# AVAILABLE RECORDS
[Start of Attachment]
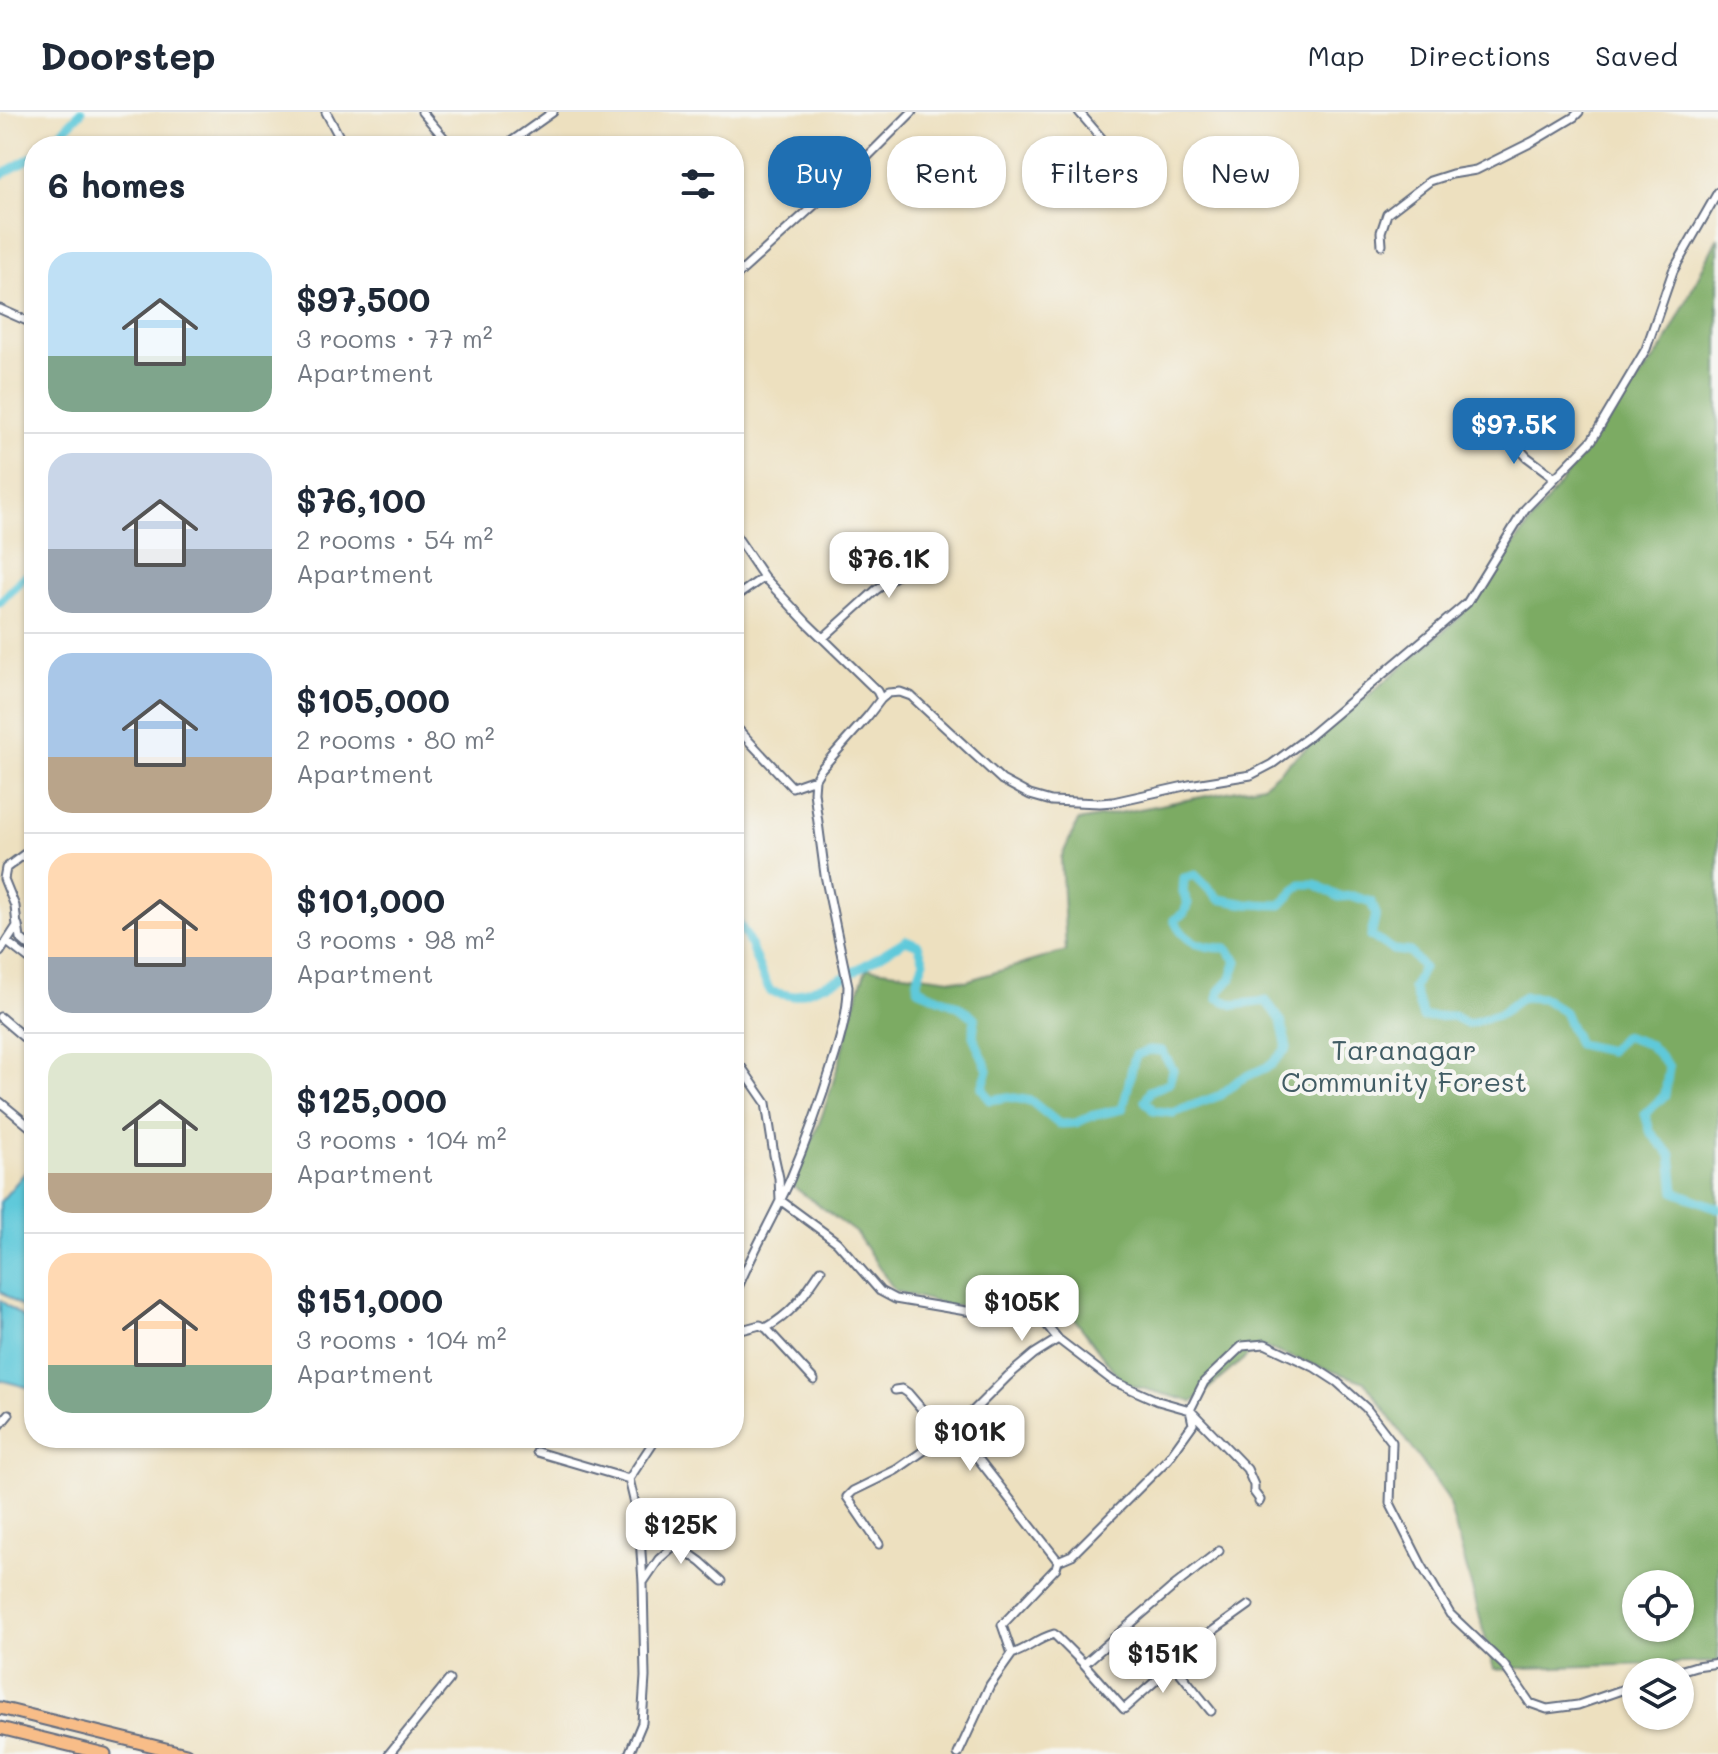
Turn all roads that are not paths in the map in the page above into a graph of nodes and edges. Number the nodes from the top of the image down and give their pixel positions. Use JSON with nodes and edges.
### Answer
{"nodes":[{"id":1,"x":326,"y":112,"type":"edge"},
{"id":2,"x":422,"y":112,"type":"edge"},
{"id":3,"x":553,"y":112,"type":"edge"},
{"id":4,"x":912,"y":112,"type":"edge"},
{"id":5,"x":1079,"y":112,"type":"edge"},
{"id":6,"x":1579,"y":112,"type":"edge"},
{"id":7,"x":338,"y":136,"type":"edge"},
{"id":8,"x":442,"y":136,"type":"edge"},
{"id":9,"x":519,"y":136,"type":"edge"},
{"id":10,"x":1100,"y":136,"type":"edge"},
{"id":11,"x":1718,"y":192,"type":"edge"},
{"id":12,"x":1382,"y":245,"type":"dead end"},
{"id":13,"x":744,"y":269,"type":"edge"},
{"id":14,"x":0,"y":309,"type":"edge"},
{"id":15,"x":24,"y":320,"type":"edge"},
{"id":16,"x":1499,"y":426,"type":"dead end"},
{"id":17,"x":1555,"y":478,"type":"junction"},
{"id":18,"x":939,"y":543,"type":"dead end"},
{"id":19,"x":744,"y":548,"type":"edge"},
{"id":20,"x":764,"y":577,"type":"junction"},
{"id":21,"x":744,"y":591,"type":"edge"},
{"id":22,"x":823,"y":638,"type":"junction"},
{"id":23,"x":881,"y":699,"type":"junction"},
{"id":24,"x":744,"y":736,"type":"edge"},
{"id":25,"x":815,"y":779,"type":"junction"},
{"id":26,"x":24,"y":854,"type":"edge"},
{"id":27,"x":2,"y":872,"type":"edge"},
{"id":28,"x":17,"y":919,"type":"junction"},
{"id":29,"x":24,"y":941,"type":"edge"},
{"id":30,"x":7,"y":942,"type":"junction"},
{"id":31,"x":0,"y":952,"type":"edge"},
{"id":32,"x":24,"y":955,"type":"edge"},
{"id":33,"x":0,"y":1017,"type":"edge"},
{"id":34,"x":24,"y":1037,"type":"edge"},
{"id":35,"x":744,"y":1071,"type":"edge"},
{"id":36,"x":0,"y":1102,"type":"edge"},
{"id":37,"x":24,"y":1122,"type":"edge"},
{"id":38,"x":780,"y":1200,"type":"junction"},
{"id":39,"x":821,"y":1270,"type":"dead end"},
{"id":40,"x":744,"y":1272,"type":"edge"},
{"id":41,"x":766,"y":1328,"type":"junction"},
{"id":42,"x":744,"y":1329,"type":"edge"},
{"id":43,"x":1058,"y":1339,"type":"junction"},
{"id":44,"x":814,"y":1380,"type":"dead end"},
{"id":45,"x":895,"y":1390,"type":"dead end"},
{"id":46,"x":1190,"y":1410,"type":"junction"},
{"id":47,"x":9,"y":1414,"type":"dead end"},
{"id":48,"x":0,"y":1425,"type":"edge"},
{"id":49,"x":955,"y":1429,"type":"junction"},
{"id":50,"x":944,"y":1435,"type":"junction"},
{"id":51,"x":649,"y":1448,"type":"edge"},
{"id":52,"x":537,"y":1452,"type":"dead end"},
{"id":53,"x":629,"y":1479,"type":"junction"},
{"id":54,"x":1259,"y":1502,"type":"dead end"},
{"id":55,"x":879,"y":1544,"type":"dead end"},
{"id":56,"x":1219,"y":1551,"type":"dead end"},
{"id":57,"x":1058,"y":1561,"type":"junction"},
{"id":58,"x":722,"y":1581,"type":"dead end"},
{"id":59,"x":643,"y":1583,"type":"junction"},
{"id":60,"x":1249,"y":1605,"type":"dead end"},
{"id":61,"x":1012,"y":1654,"type":"junction"},
{"id":62,"x":1718,"y":1663,"type":"edge"},
{"id":63,"x":1084,"y":1664,"type":"junction"},
{"id":64,"x":1174,"y":1665,"type":"junction"},
{"id":65,"x":1694,"y":1667,"type":"edge"},
{"id":66,"x":449,"y":1680,"type":"dead end"},
{"id":67,"x":1622,"y":1690,"type":"edge"},
{"id":68,"x":0,"y":1708,"type":"edge"},
{"id":69,"x":1211,"y":1711,"type":"dead end"},
{"id":70,"x":0,"y":1728,"type":"edge"},
{"id":71,"x":105,"y":1754,"type":"edge"},
{"id":72,"x":186,"y":1754,"type":"edge"},
{"id":73,"x":389,"y":1754,"type":"edge"},
{"id":74,"x":629,"y":1754,"type":"edge"},
{"id":75,"x":958,"y":1754,"type":"edge"}],
"edges":[{"from":1,"to":7,"type":"street"},
{"from":2,"to":8,"type":"street"},
{"from":3,"to":9,"type":"street"},
{"from":4,"to":13,"type":"street"},
{"from":5,"to":10,"type":"street"},
{"from":6,"to":12,"type":"street"},
{"from":11,"to":17,"type":"street"},
{"from":14,"to":15,"type":"street"},
{"from":16,"to":17,"type":"street"},
{"from":17,"to":23,"type":"street"},
{"from":18,"to":22,"type":"street"},
{"from":19,"to":20,"type":"street"},
{"from":20,"to":21,"type":"street"},
{"from":20,"to":22,"type":"street"},
{"from":22,"to":23,"type":"street"},
{"from":23,"to":25,"type":"street"},
{"from":24,"to":25,"type":"street"},
{"from":25,"to":38,"type":"street"},
{"from":26,"to":27,"type":"street"},
{"from":27,"to":28,"type":"street"},
{"from":28,"to":29,"type":"street"},
{"from":28,"to":30,"type":"street"},
{"from":30,"to":31,"type":"street"},
{"from":30,"to":32,"type":"street"},
{"from":33,"to":34,"type":"street"},
{"from":35,"to":38,"type":"street"},
{"from":36,"to":37,"type":"street"},
{"from":38,"to":40,"type":"street"},
{"from":38,"to":43,"type":"street"},
{"from":39,"to":41,"type":"street"},
{"from":41,"to":42,"type":"street"},
{"from":41,"to":44,"type":"street"},
{"from":43,"to":46,"type":"street"},
{"from":43,"to":49,"type":"street"},
{"from":45,"to":50,"type":"street"},
{"from":46,"to":54,"type":"street"},
{"from":46,"to":57,"type":"street"},
{"from":46,"to":67,"type":"street"},
{"from":47,"to":48,"type":"street"},
{"from":49,"to":50,"type":"street"},
{"from":49,"to":57,"type":"street"},
{"from":50,"to":55,"type":"street"},
{"from":51,"to":53,"type":"street"},
{"from":52,"to":53,"type":"street"},
{"from":53,"to":59,"type":"street"},
{"from":56,"to":63,"type":"street"},
{"from":57,"to":61,"type":"street"},
{"from":58,"to":59,"type":"street"},
{"from":59,"to":74,"type":"street"},
{"from":60,"to":64,"type":"street"},
{"from":61,"to":63,"type":"street"},
{"from":61,"to":75,"type":"street"},
{"from":62,"to":65,"type":"street"},
{"from":63,"to":64,"type":"street"},
{"from":64,"to":69,"type":"street"},
{"from":66,"to":73,"type":"street"},
{"from":68,"to":72,"type":"highway"},
{"from":70,"to":71,"type":"highway"}]}
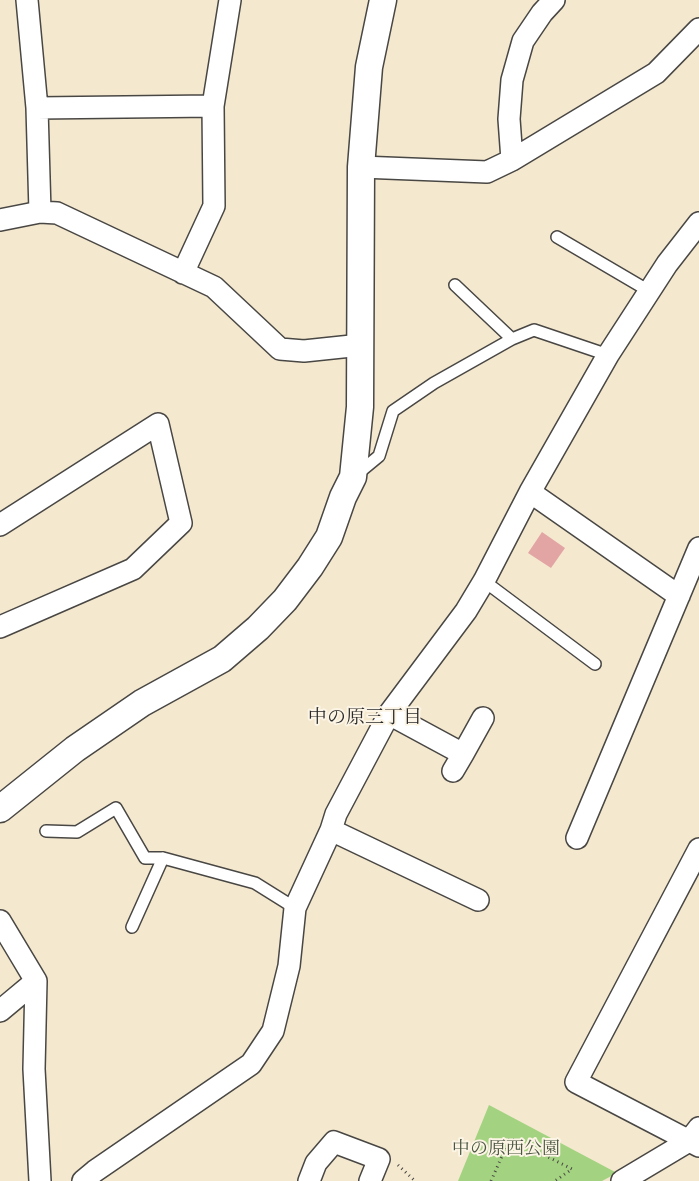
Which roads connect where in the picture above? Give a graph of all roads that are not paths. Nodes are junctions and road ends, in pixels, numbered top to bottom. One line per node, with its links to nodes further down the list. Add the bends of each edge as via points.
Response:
1 (28, 0): 7 (street)
2 (230, 0): 6 (street)
3 (383, 0): 9 (street, via 369,67)
4 (554, 0): 8 (street, via 523,41 512,80 508,118)
5 (699, 29): 8 (street, via 656,73)
6 (213, 106): 7 (street); 14 (street, via 214,206)
7 (37, 108): 10 (street)
8 (512, 160): 9 (street, via 487,172)
9 (361, 167): 18 (street)
10 (40, 212): 11 (street); 14 (street, via 57,213)
11 (0, 220)
12 (699, 223): 16 (street)
13 (557, 237): 16 (lane)
14 (183, 273): 18 (street, via 214,287 280,349 304,352)
15 (455, 285): 17 (lane)
16 (649, 291): 19 (street)
17 (512, 339): 19 (lane, via 534,330); 20 (lane, via 434,383 393,412 379,456)
18 (361, 345): 20 (street, via 360,408)
19 (608, 355): 21 (street)
20 (353, 477): 30 (street, via 328,537 310,567 258,628 222,659 142,703)
21 (530, 492): 24 (street); 25 (street)
22 (0, 525): 26 (street, via 158,424 181,524 133,569)
23 (699, 548): 25 (street)
24 (484, 581): 27 (lane); 28 (street)
25 (679, 596): 33 (street)
26 (0, 627)
27 (595, 664)
28 (389, 714): 29 (street, via 458,763); 31 (street, via 336,814)
29 (483, 718)
30 (1, 802)
31 (331, 830): 36 (street); 37 (street)
32 (46, 831): 35 (lane, via 77,832 116,808 145,858)
33 (577, 838)
34 (699, 849): 42 (street, via 576,1082)
35 (162, 858): 37 (lane, via 255,883); 39 (lane)
36 (478, 900)
37 (295, 908): 44 (street, via 289,966 273,1031 251,1064)
38 (0, 921): 40 (street)
39 (132, 927)
40 (36, 981): 41 (street); 43 (street, via 34,1069)
41 (0, 1011)
42 (696, 1138): 47 (street)
43 (40, 1181)
44 (83, 1181)
45 (309, 1181): 46 (street, via 316,1163 334,1142 379,1159)
46 (370, 1181)
47 (622, 1181)

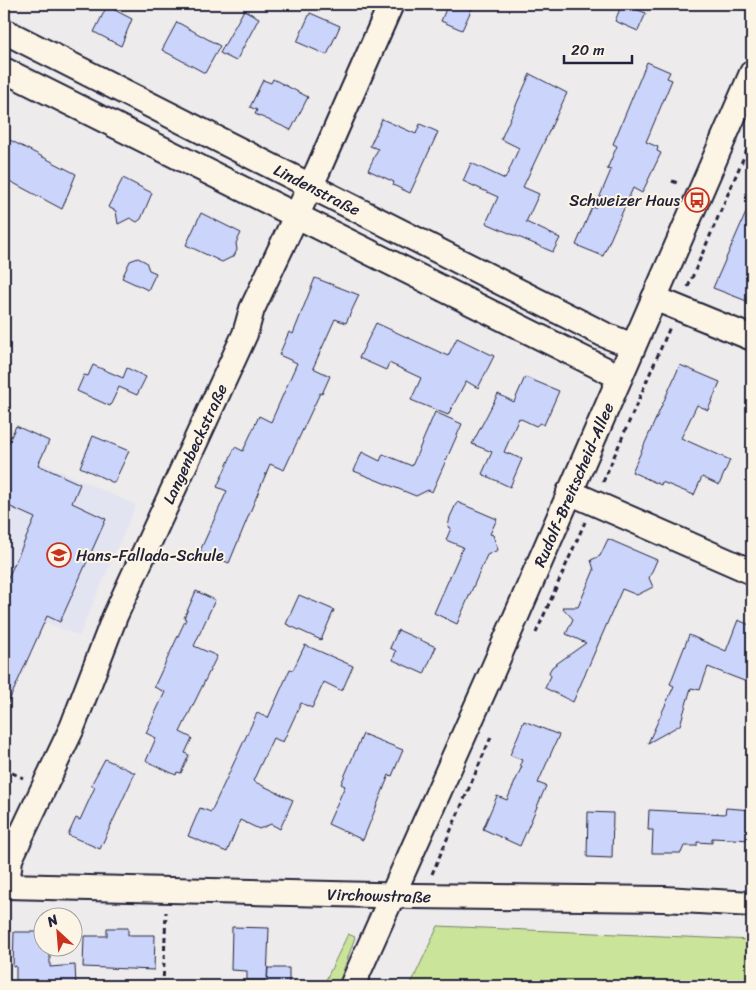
[End of Attachment]
# ASSIGNMENT
Copy out the lines above with "roads" in them.

# FINISHED EXERCISE
Turn all roads that are not paths in the map in the page above into a graph of nodes and edges. Number the nodes from the top of the image down and give their pixel positions. Use JSON with nodes and edges.
Which roads connect where in the picture above? Give a graph of all roads that are not paths. Nodes are junctions and road ends, in pixels, numbered top to bottom. One line per node, with its links to nodes further down the list. Add the bends of each edge as via points.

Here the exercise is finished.